When generating an e-learning scenario, we focus on pedagogical context and have all the time in mind the following pedagogical characteristics:

  • Friendly interface – When the learners have the initiative to enter the e-course, a teaching-learning relation is initiated through the user interface. Hence, it follows that if our purpose is to facilitate the learners’ access to knowledge, our system provides a friendly, easy to learn, efficient and agreeable graphical user interface.
  • General information – When a learner enters for the first time into an e-course, we have to visualize some general information about that e-course, the objectives of the e-course, specific information about e-learning scenarios and how to use them.
  • Objectives – Each e-learning scenario is generated by virtue of some well defined learning objectives. When a learner launches a particular e-learning scenario, it is necessary to visualize the objectives corresponding to that scenario. By doing so, we help the learners to see what it is expected to be able to do after they will traverse the respective e-learning scenario.
  • Orientation facilities – When the learners use e-learning scenarios to navigate in an ocean of information and knowledge, browsing through XML based knowledge bases and hyperdocuments, they want to know at any time their position. We implement in elearning scenarios many techniques to facilitate the navigation, such as maps, marked routes, bookmarks, diagrams, queries, etc.
  • Layered structure – An e-course has a layered structure from simple to complex, allowing each learner to access an optimum layer, depending on his purpose and previous knowledge.
  • Customization – The functionality of an e-learning scenario is adapted to ability and purpose of each learner.
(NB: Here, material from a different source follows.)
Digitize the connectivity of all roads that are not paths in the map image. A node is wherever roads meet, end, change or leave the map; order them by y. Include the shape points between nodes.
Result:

Customization can be either static or dynamic. Static customization is an easy task, being carried out by a set of parameters before run time. Dynamic customization is more difficult, because it is necessary to collect information about learner during e-learning scenario execution.
  • Global and local coherency – To improve global coherency of an e-learning scenario, we implement adequate visualization and orientation techniques. As concerning local coherency, each link must have a well-defined destination and it is necessary to minimize the fragmentation, to avoid the confusion and getting lost.
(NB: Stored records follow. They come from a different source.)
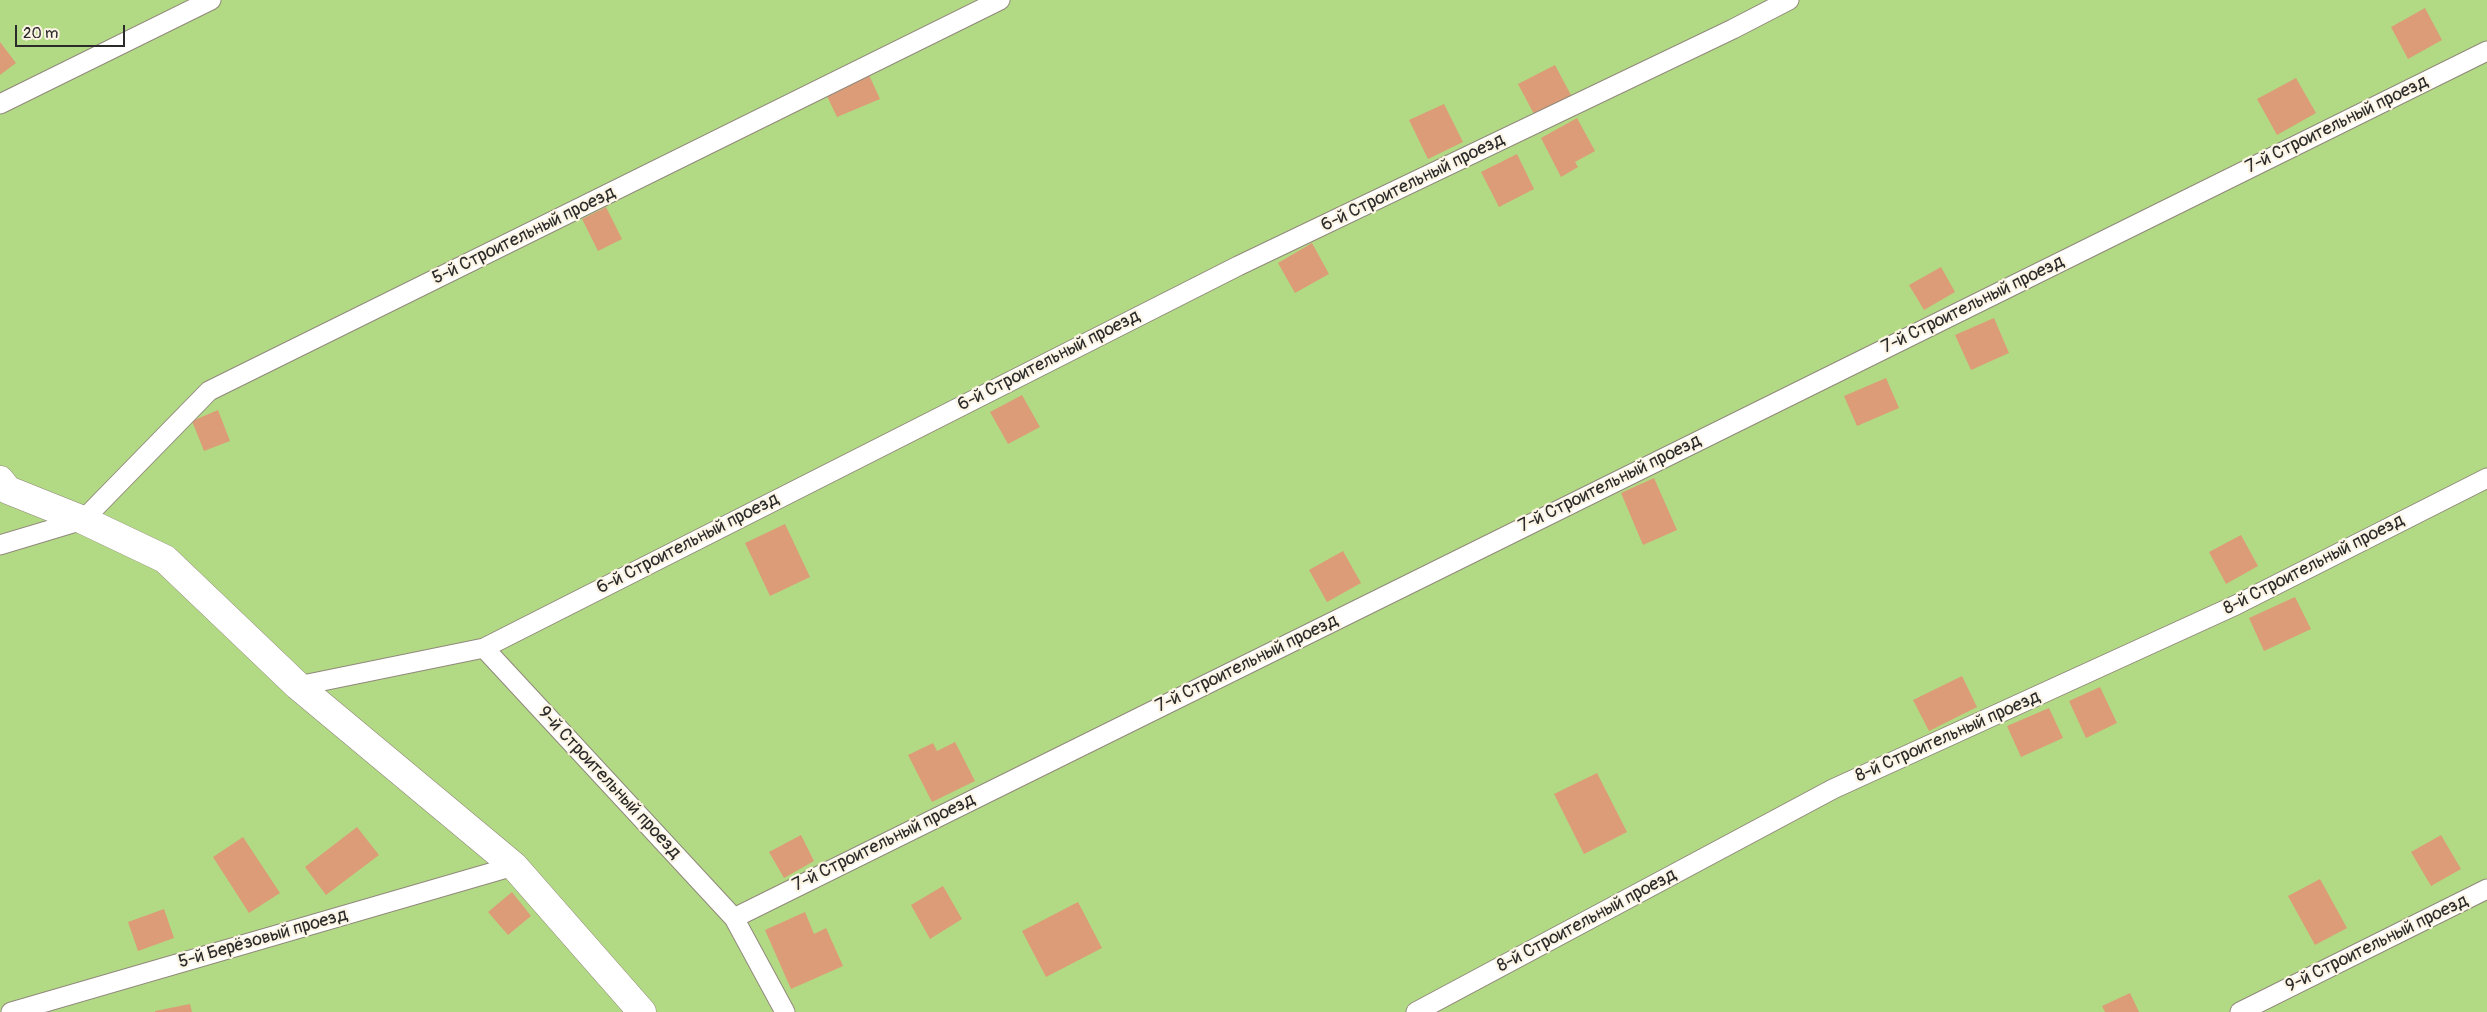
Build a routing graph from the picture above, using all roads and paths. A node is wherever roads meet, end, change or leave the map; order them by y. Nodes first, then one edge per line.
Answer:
1 (211, 0) edge
2 (1000, 0) edge
3 (1789, 0) edge
4 (2487, 51) edge
5 (0, 104) edge
6 (2487, 478) edge
7 (0, 480) edge
8 (83, 520) junction
9 (0, 545) edge
10 (484, 648) junction
11 (298, 686) junction
12 (514, 866) junction
13 (2487, 889) edge
14 (734, 918) junction
15 (11, 1012) edge
16 (642, 1012) edge
17 (785, 1012) edge
18 (1416, 1012) edge
19 (2240, 1012) edge

1 - 5 lane
2 - 8 lane, 5-й Строительный проезд
3 - 10 lane, 6-й Строительный проезд
4 - 14 lane, 7-й Строительный проезд
6 - 18 lane, 8-й Строительный проезд
7 - 8 street
8 - 9 lane
8 - 11 street
10 - 11 lane, 6-й Строительный проезд
10 - 14 lane, 9-й Строительный проезд
11 - 12 street
12 - 15 lane, 5-й Берёзовый проезд
12 - 16 street
13 - 19 lane, 9-й Строительный проезд
14 - 17 lane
  • Learning by doing – We think that practice is essential in learning activities, because learning by doing increases substantially the effectiveness of learning processes. We elaborate practical e-learning tools, allowing the learners to work on experiments with real world items.
  • Active learning – The experienced learners can take part in activities of design and elaboration of some particular e-learning scenarios for beginners.
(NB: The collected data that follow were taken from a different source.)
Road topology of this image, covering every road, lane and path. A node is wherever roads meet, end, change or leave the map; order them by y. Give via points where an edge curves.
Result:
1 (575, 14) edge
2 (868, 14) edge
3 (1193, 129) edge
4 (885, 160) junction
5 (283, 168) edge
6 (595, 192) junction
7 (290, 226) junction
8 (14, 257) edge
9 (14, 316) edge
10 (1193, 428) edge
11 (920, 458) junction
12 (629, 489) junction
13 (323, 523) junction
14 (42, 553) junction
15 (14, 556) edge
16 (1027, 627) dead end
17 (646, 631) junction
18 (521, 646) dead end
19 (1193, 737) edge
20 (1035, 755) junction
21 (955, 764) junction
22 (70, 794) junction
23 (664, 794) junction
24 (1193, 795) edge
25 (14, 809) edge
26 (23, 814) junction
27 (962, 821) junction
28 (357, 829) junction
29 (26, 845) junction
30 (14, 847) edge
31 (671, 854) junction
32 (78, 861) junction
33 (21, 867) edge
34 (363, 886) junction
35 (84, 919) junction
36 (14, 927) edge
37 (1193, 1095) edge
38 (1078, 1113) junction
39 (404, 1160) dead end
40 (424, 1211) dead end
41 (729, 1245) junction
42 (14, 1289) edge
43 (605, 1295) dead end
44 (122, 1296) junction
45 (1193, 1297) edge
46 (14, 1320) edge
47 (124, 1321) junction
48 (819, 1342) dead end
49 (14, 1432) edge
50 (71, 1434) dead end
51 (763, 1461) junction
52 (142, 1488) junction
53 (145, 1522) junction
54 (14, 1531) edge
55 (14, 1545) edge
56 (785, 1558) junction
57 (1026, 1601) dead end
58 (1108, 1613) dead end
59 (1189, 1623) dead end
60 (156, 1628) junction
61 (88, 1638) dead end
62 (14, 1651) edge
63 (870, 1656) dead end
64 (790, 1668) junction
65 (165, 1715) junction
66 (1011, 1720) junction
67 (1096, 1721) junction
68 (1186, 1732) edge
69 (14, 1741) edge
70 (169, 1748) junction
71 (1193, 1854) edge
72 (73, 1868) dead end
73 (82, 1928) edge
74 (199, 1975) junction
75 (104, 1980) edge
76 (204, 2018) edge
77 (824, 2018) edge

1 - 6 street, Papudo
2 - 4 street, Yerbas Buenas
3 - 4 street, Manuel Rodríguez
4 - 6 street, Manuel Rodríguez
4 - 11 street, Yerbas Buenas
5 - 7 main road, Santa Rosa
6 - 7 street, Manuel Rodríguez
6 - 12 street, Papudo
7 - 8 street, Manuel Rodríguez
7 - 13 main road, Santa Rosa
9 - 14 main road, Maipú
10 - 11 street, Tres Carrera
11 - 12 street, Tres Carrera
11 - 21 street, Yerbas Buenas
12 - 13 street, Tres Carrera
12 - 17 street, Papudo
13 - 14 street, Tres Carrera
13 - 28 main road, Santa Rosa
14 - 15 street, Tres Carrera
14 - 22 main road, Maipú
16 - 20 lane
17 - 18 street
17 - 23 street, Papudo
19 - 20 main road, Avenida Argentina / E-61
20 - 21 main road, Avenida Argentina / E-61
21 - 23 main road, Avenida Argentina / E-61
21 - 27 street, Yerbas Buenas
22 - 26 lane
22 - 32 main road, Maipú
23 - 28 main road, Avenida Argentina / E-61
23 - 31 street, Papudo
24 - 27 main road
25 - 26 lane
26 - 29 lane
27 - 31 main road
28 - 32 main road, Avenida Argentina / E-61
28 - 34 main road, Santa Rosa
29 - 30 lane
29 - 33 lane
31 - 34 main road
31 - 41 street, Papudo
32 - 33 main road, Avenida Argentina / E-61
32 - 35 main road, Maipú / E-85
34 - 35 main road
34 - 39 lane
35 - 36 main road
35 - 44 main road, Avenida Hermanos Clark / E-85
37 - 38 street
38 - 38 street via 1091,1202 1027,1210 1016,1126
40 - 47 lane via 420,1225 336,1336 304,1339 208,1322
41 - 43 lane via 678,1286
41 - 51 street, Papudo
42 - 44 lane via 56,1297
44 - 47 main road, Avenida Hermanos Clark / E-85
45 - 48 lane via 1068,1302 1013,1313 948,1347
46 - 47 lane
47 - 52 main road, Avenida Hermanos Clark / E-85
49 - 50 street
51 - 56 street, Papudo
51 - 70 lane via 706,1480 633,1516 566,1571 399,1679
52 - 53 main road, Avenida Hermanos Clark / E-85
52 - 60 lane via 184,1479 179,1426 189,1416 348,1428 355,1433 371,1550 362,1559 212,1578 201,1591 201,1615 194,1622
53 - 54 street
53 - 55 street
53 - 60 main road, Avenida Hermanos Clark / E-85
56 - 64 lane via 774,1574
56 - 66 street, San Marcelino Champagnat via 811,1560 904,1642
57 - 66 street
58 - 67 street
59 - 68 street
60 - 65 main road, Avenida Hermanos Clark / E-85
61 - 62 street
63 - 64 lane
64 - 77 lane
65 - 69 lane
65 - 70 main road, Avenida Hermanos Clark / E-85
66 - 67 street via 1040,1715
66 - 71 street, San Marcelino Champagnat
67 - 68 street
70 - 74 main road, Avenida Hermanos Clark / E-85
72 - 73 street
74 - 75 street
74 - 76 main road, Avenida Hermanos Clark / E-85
  • Homework assignments – Previous studies show that most traditional learners appreciate the homework assignments. However, in traditional teaching-learning relations, the teachers do not have the means to react properly to the individual problems the learners have when working out the assignments. This problem is overcome in case of a simulated teaching-learning relation, because the virtual teacher is always present in a running e-learning scenario.
  • Virtual teacher evaluates the solution – Before the final solution is sent to the virtual teacher, each learner can obtain some hints and suggestions to handle the problem. After the final solution is sent, the learner gets the outcome for self-evaluation.